**The problem:** In the entries below, count every line that has the string "lane", and answer with that count alone.

**Records for the task:**
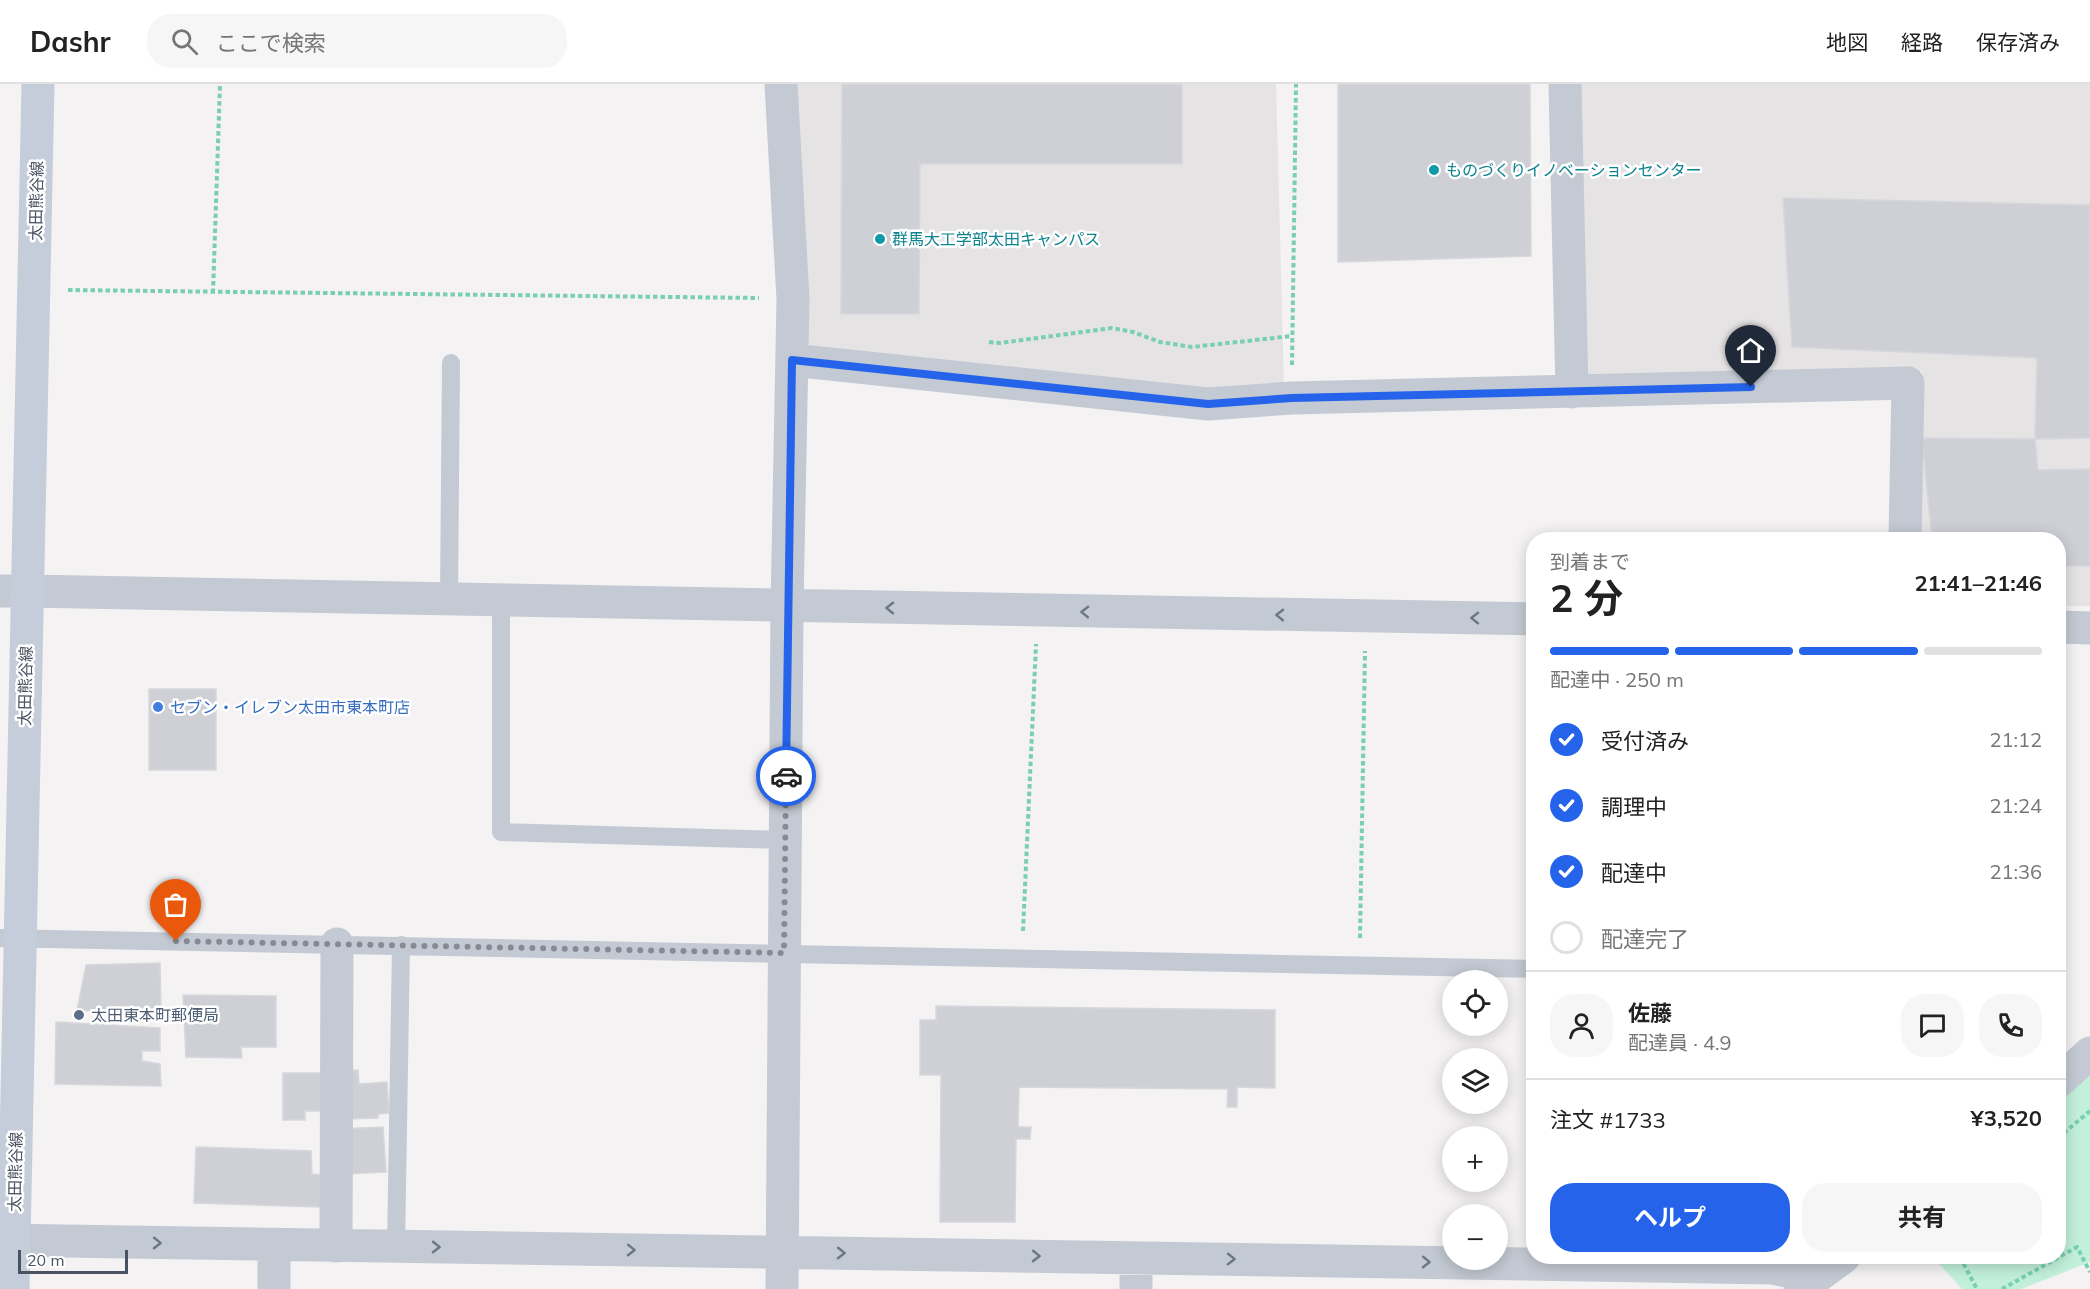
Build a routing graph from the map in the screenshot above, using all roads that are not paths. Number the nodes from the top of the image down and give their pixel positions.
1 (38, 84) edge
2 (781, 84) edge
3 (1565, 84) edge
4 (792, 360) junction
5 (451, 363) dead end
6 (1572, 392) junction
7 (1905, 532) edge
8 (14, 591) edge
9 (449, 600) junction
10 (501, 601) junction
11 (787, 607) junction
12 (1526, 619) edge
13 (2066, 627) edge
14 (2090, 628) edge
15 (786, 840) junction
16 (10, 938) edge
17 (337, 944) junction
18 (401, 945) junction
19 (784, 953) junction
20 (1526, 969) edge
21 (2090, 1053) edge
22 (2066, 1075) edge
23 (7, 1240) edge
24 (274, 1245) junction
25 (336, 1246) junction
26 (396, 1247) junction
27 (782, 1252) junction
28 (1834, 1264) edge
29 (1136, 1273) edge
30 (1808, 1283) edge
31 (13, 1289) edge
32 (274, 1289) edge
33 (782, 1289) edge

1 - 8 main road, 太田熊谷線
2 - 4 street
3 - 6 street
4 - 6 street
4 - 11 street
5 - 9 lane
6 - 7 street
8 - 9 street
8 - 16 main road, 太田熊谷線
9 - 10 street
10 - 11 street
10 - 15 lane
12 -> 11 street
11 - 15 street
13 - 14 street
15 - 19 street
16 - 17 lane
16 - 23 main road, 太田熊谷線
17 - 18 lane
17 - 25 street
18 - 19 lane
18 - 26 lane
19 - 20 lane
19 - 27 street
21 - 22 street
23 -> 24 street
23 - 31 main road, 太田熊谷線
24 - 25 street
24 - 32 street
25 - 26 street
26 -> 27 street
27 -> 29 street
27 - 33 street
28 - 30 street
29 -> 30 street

**Written solution:** 7